UKRAINE. Kherson, chronique d’une ville martyre, occupée et libérée.
Images et texte Alexandre Larcan.
Kherson, cette ville du sud de l’Ukraine de 270 000 habitants, avait été le seul centre régional conquis par les Russes, dès le 1er mars. Dix jours après la libération de Kherson, le 11 novembre 2022, les habitants subissent les bombardements russes. Après huit mois d’occupation, l’armée russe a dû se retirer. Mais elle est de l’autre côté du fleuve, sur la rive gauche du Dniepr, et semble déterminée à punir ce revers humiliant et reprendre cet emplacement stratégique.

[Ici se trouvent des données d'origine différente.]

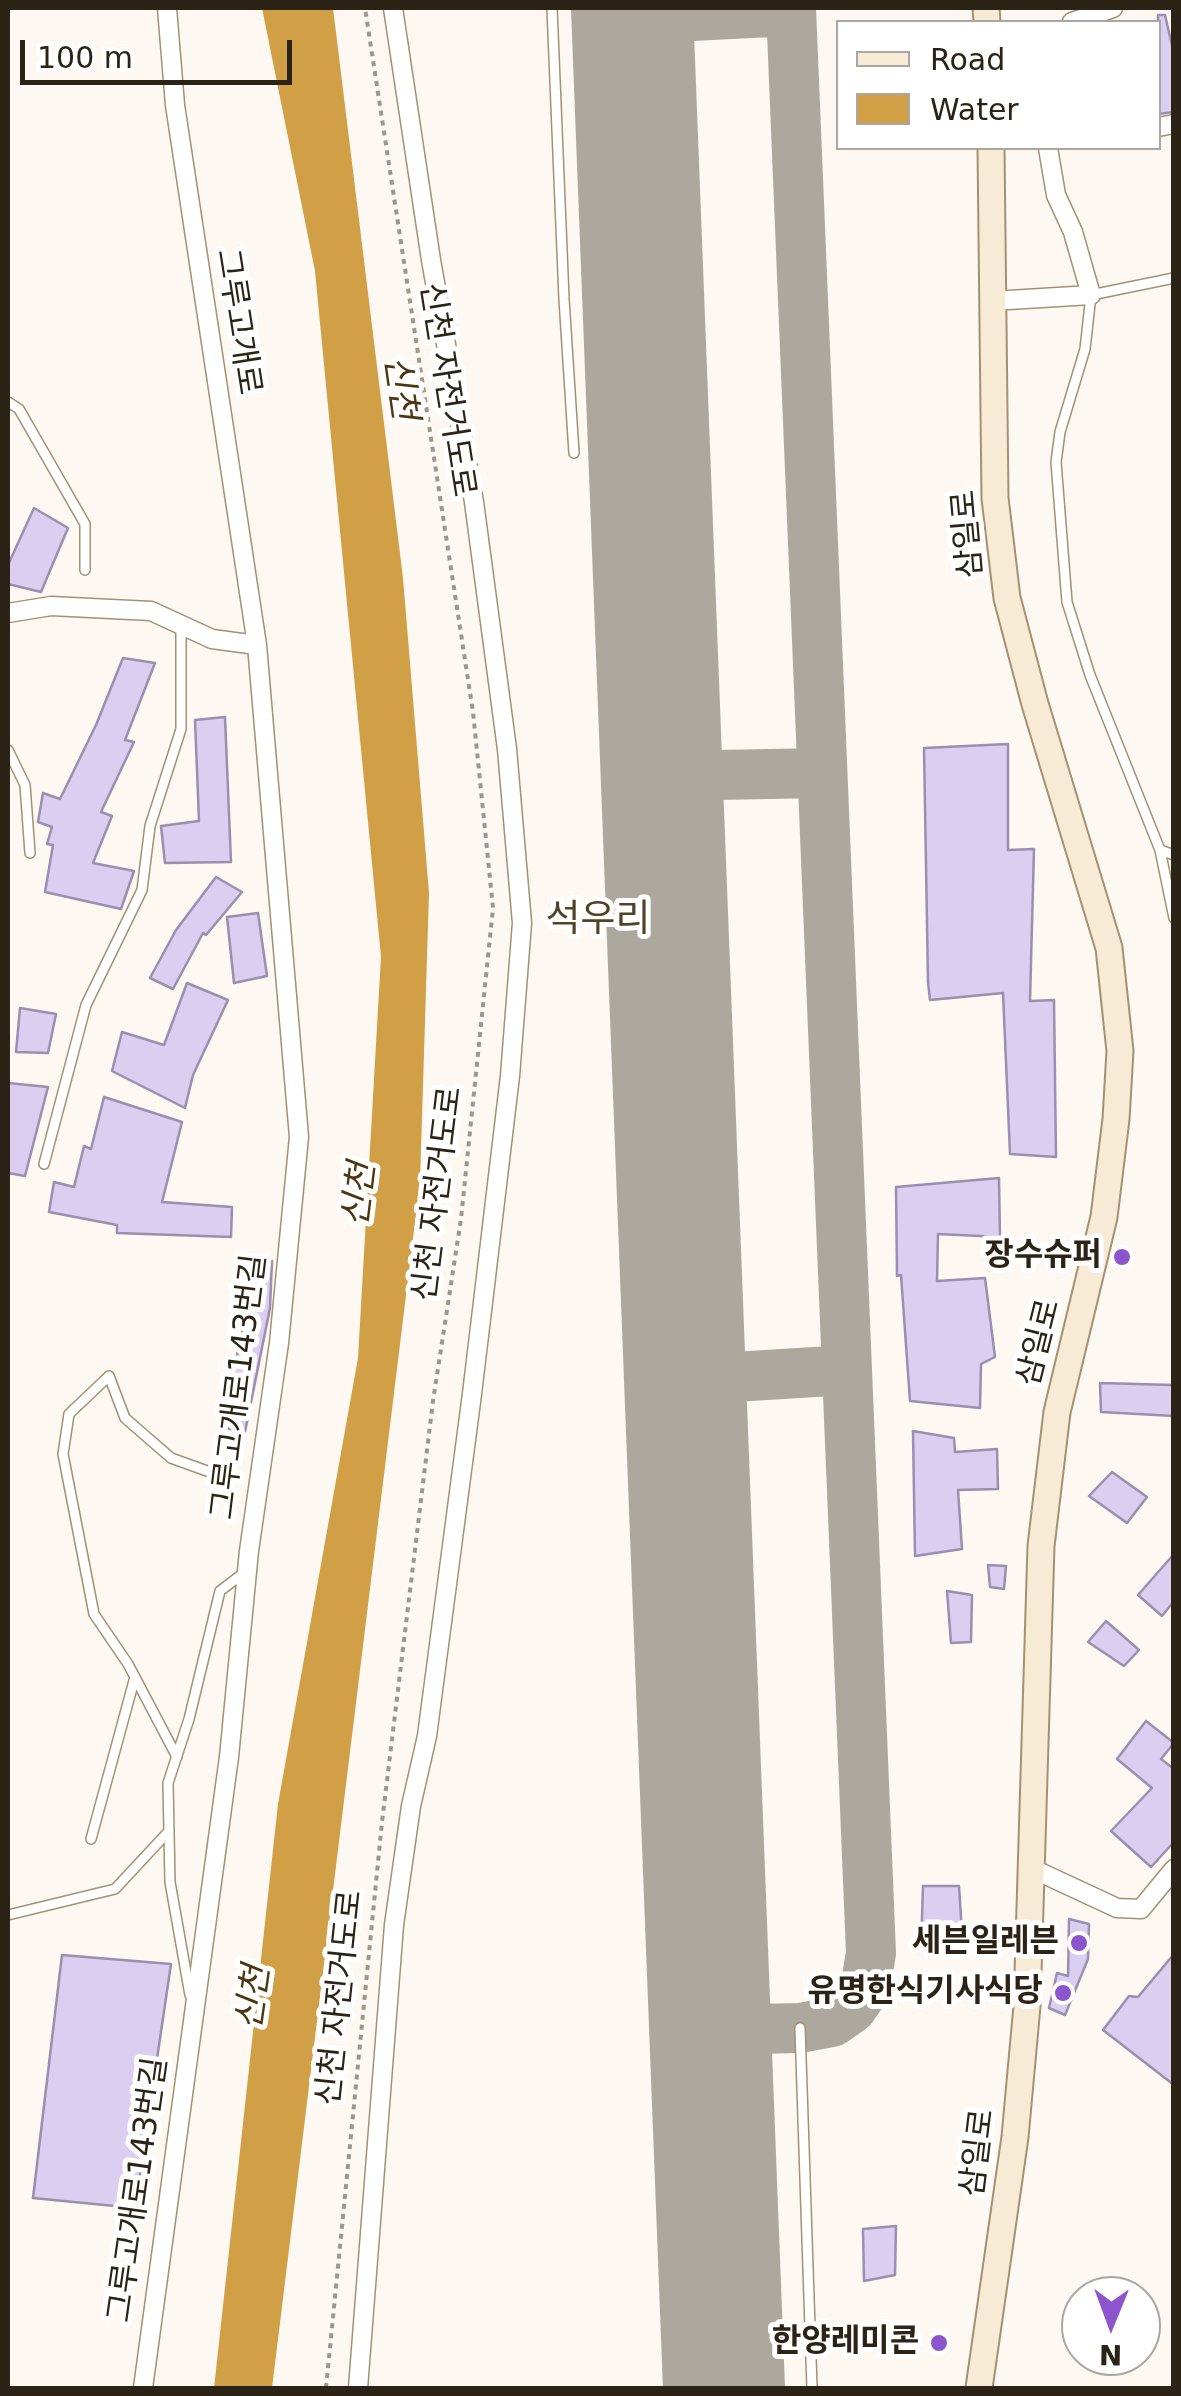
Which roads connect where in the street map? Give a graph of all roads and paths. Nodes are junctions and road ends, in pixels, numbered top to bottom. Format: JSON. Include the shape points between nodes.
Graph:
{"nodes":[{"id":1,"x":167,"y":8,"type":"edge"},
{"id":2,"x":365,"y":8,"type":"edge"},
{"id":3,"x":393,"y":8,"type":"edge"},
{"id":4,"x":552,"y":8,"type":"edge"},
{"id":5,"x":1113,"y":8,"type":"edge"},
{"id":6,"x":1078,"y":20,"type":"edge"},
{"id":7,"x":991,"y":150,"type":"edge"},
{"id":8,"x":1048,"y":150,"type":"edge"},
{"id":9,"x":1174,"y":278,"type":"edge"},
{"id":10,"x":1091,"y":295,"type":"junction"},
{"id":11,"x":992,"y":301,"type":"junction"},
{"id":12,"x":8,"y":402,"type":"edge"},
{"id":13,"x":574,"y":453,"type":"dead end"},
{"id":14,"x":85,"y":570,"type":"dead end"},
{"id":15,"x":8,"y":613,"type":"edge"},
{"id":16,"x":181,"y":625,"type":"junction"},
{"id":17,"x":257,"y":645,"type":"junction"},
{"id":18,"x":8,"y":750,"type":"edge"},
{"id":19,"x":1160,"y":850,"type":"junction"},
{"id":20,"x":30,"y":853,"type":"dead end"},
{"id":21,"x":1174,"y":854,"type":"edge"},
{"id":22,"x":1174,"y":918,"type":"edge"},
{"id":23,"x":44,"y":1164,"type":"dead end"},
{"id":24,"x":208,"y":1471,"type":"dead end"},
{"id":25,"x":248,"y":1570,"type":"junction"},
{"id":26,"x":135,"y":1677,"type":"junction"},
{"id":27,"x":177,"y":1757,"type":"junction"},
{"id":28,"x":169,"y":1830,"type":"junction"},
{"id":29,"x":91,"y":1838,"type":"dead end"},
{"id":30,"x":1033,"y":1869,"type":"junction"},
{"id":31,"x":1174,"y":1869,"type":"edge"},
{"id":32,"x":8,"y":1915,"type":"edge"},
{"id":33,"x":194,"y":2016,"type":"junction"},
{"id":34,"x":800,"y":2028,"type":"dead end"},
{"id":35,"x":143,"y":2388,"type":"edge"},
{"id":36,"x":326,"y":2388,"type":"edge"},
{"id":37,"x":358,"y":2388,"type":"edge"},
{"id":38,"x":812,"y":2388,"type":"edge"},
{"id":39,"x":979,"y":2388,"type":"edge"}],
"edges":[{"from":1,"to":17,"type":"street","name":"그루고개로","via":[[175,105]]},
{"from":2,"to":36,"type":"path","name":"신천 자전거도로","via":[[473,712],[492,908],[461,1219],[382,1822]]},
{"from":3,"to":37,"type":"street","via":[[474,502],[522,922],[472,1394],[427,1736],[394,1925]]},
{"from":4,"to":13,"type":"lane"},
{"from":5,"to":6,"type":"street"},
{"from":7,"to":11,"type":"main road","name":"삼일로"},
{"from":8,"to":10,"type":"street","via":[[1056,194]]},
{"from":9,"to":10,"type":"lane"},
{"from":10,"to":11,"type":"street"},
{"from":10,"to":19,"type":"lane","via":[[1085,349],[1056,462],[1067,602]]},
{"from":11,"to":30,"type":"main road","name":"삼일로","via":[[995,498],[1007,598],[1109,948],[1120,1051],[1104,1217],[1057,1412],[1041,1546]]},
{"from":12,"to":14,"type":"lane","via":[[19,410],[84,524]]},
{"from":15,"to":16,"type":"street","via":[[51,606],[151,611]]},
{"from":16,"to":17,"type":"street","via":[[212,639]]},
{"from":16,"to":23,"type":"lane","via":[[181,729],[150,826],[142,890],[86,1004]]},
{"from":17,"to":25,"type":"street","name":"그루고개로143번길","via":[[299,1136]]},
{"from":18,"to":20,"type":"lane","via":[[25,785]]},
{"from":19,"to":21,"type":"lane"},
{"from":19,"to":22,"type":"lane"},
{"from":24,"to":26,"type":"lane","via":[[171,1458],[124,1418],[110,1376],[69,1414],[63,1454],[94,1614]]},
{"from":25,"to":27,"type":"lane","via":[[220,1590]]},
{"from":25,"to":33,"type":"street","name":"그루고개로143번길"},
{"from":26,"to":27,"type":"lane"},
{"from":26,"to":29,"type":"lane"},
{"from":27,"to":28,"type":"lane","via":[[168,1783]]},
{"from":28,"to":32,"type":"lane","via":[[115,1889]]},
{"from":28,"to":33,"type":"lane","via":[[170,1882]]},
{"from":30,"to":31,"type":"street","via":[[1117,1908],[1141,1909]]},
{"from":30,"to":39,"type":"main road","name":"삼일로","via":[[1015,2137]]},
{"from":33,"to":35,"type":"street","name":"그루고개로143번길"},
{"from":34,"to":38,"type":"lane"}]}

Images Alexandre Larcan, qui a participé au stage grandsreporters.com, hiver 2022.
Libération!
Scènes de liesse dans la ville, sur la grande place Svoboda. Les drapeaux ukrainiens sont hissés sur des bâtiments administratifs, les voitures klaxonnent, les affiches pro-russes sont déchirées et les habitants accueillent avec émotion les soldats ukrainiens, accueillis en héros, en les étreignant et en leur offrant des fleurs.
Les civils scandent à haute voix les slogans : « Gloire à l’Ukraine » et « Gloire aux héros ».
Les habitants marchent dans les rues, enveloppés dans le drapeau ukrainien, bleu et jaune, qu’ils font fièrement signer aux autorités locales ou aux soldats quand ils les croisent. Ils posent pour une photo avec leurs libérateurs. Une intense émotion et un fort sentiment patriotique émanent de cette ville.
Retour de trains, des convois routiers, de l’aide humanitaire.
La liaison ferroviaire a été réouverte entre Kiev et Kherson une semaine exactement après le retrait russe, permettant à des familles de se retrouver. La réouverture de la ligne doit également permettre d’approvisionner Kherson qui a désespérément besoin d’aide humanitaire.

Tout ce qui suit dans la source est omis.